## [AIM OF THE TASK]
All lines in the data bearing the string "word" should be identified and copied.

(Stored data)

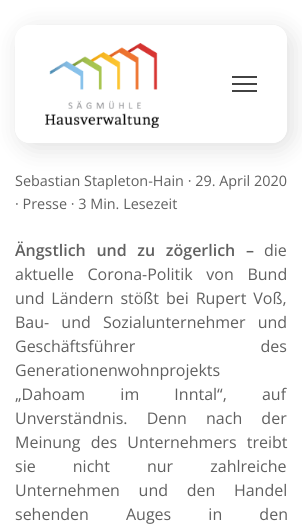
import math
import cairocffi as cairo

surface = cairo.ImageSurface(cairo.FORMAT_RGB24, 302, 526)
cr = cairo.Context(surface)
options = cairo.FontOptions()
options.set_hint_metrics(cairo.HINT_METRICS_OFF)
options.set_hint_style(cairo.HINT_STYLE_NONE)
cr.set_font_options(options)
cr.set_miter_limit(4)


def use_color(code):
    cr.set_source_rgb(*(v / 255 for v in bytes.fromhex(code[-6:])))


def spaced_text(x, y, s, letter, word):
    cr.move_to(x, y)
    for ch in s:
        cr.show_text(ch)
        cr.rel_move_to(letter + word * (ch == ' '), 0)


def round_rect(x, y, w, h, r):
    cr.new_sub_path()
    for i, (u, v) in enumerate([(x + w - r, y + h - r), (x + r, y + h - r), (x + r, y + r), (x + w - r, y + r)]):
        cr.arc(u, v, r, i * math.pi / 2, (i + 1) * math.pi / 2)
    cr.close_path()


def shadow(x, y, w, h, r, blur, alpha):
    cr.push_group_with_content(cairo.CONTENT_ALPHA)
    cr.set_operator(cairo.OPERATOR_SOURCE)
    for i in range(15, -16, -2):
        e = blur * i / 6
        if min(w, h) + 2 * e > 0:
            cr.set_source_rgba(0, 0, 0, alpha * math.erfc((i - 1) / 8.5) / 2)
            round_rect(x - e, y - e, w + 2 * e, h + 2 * e, max(0, min(r + e + blur * .6, min(w, h) / 2 + e)))
            cr.fill()
    cr.mask(cr.pop_group())


def picture(path, x, y, w, h):
    cr.save()
    cr.set_source_surface(cairo.ImageSurface.create_from_png(path), x, y)
    cr.rectangle(x, y, w, h)
    cr.fill()
    cr.restore()


use_color("#ffffff")
cr.paint()
cr.save()
cr.set_fill_rule(cairo.FILL_RULE_EVEN_ODD)
cr.new_path()
cr.move_to(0, 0)
cr.line_to(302, 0)
cr.line_to(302, 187)
cr.line_to(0, 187)
cr.close_path()
cr.move_to(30, 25)
cr.line_to(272, 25)
cr.curve_to(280.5, 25, 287, 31.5, 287, 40)
cr.line_to(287, 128)
cr.curve_to(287, 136.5, 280.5, 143, 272, 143)
cr.line_to(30, 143)
cr.curve_to(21.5, 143, 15, 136.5, 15, 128)
cr.line_to(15, 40)
cr.curve_to(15, 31.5, 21.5, 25, 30, 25)
cr.close_path()
cr.clip()
use_color("#000000")
shadow(20, 30, 272, 118, 15, 12.5, 0.13)
cr.restore()
cr.set_source_rgba(1, 1, 1, 0.95)
round_rect(15, 25, 272, 118, 15)
cr.fill()
picture("img1.png", 45, 43, 114, 85)
use_color("#424242")
cr.rectangle(232, 76, 25, 2)
cr.fill()
cr.rectangle(232, 83, 25, 2)
cr.fill()
cr.rectangle(232, 90, 25, 2)
cr.fill()
cr.select_font_face("Open Sans")
cr.set_font_size(14.4)
use_color("#606060")
cr.move_to(15, 186)
cr.show_text("Sebastian Stapleton-Hain · 29. April 2020")
cr.move_to(15, 209)
cr.show_text("· Presse · 3 Min. Lesezeit")
cr.select_font_face("Open Sans SemiBold")
cr.set_font_size(16)
spaced_text(15, 256, "Ängstlich und zu zögerlich –", 0, 6.5)
cr.select_font_face("Open Sans")
cr.move_to(264, 256)
cr.show_text("die")
spaced_text(15, 280, "aktuelle Corona-Politik von Bund", 0, 9.5)
spaced_text(15, 304, "und Ländern stößt bei Rupert Voß,", 0, 2.75)
spaced_text(15, 328, "Bau- und Sozialunternehmer und", 0, 8)
spaced_text(15, 352, "Geschäftsführer des", 0, 121)
cr.move_to(15, 376)
cr.show_text("Generationenwohnprojekts")
spaced_text(15, 400, "„Dahoam im Inntal“, auf", 0, 31)
spaced_text(15, 424, "Unverständnis. Denn nach der", 0, 15)
spaced_text(15, 448, "Meinung des Unternehmers treibt", 0, 6)
spaced_text(15, 472, "sie nicht nur zahlreiche", 0, 33)
spaced_text(15, 496, "Unternehmen und den Handel", 0, 14.5)
spaced_text(15, 520, "sehenden Auges in den", 0, 33)
surface.write_to_png("result.png")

## [SOLVED PROBLEM]
def spaced_text(x, y, s, letter, word):
        cr.rel_move_to(letter + word * (ch == ' '), 0)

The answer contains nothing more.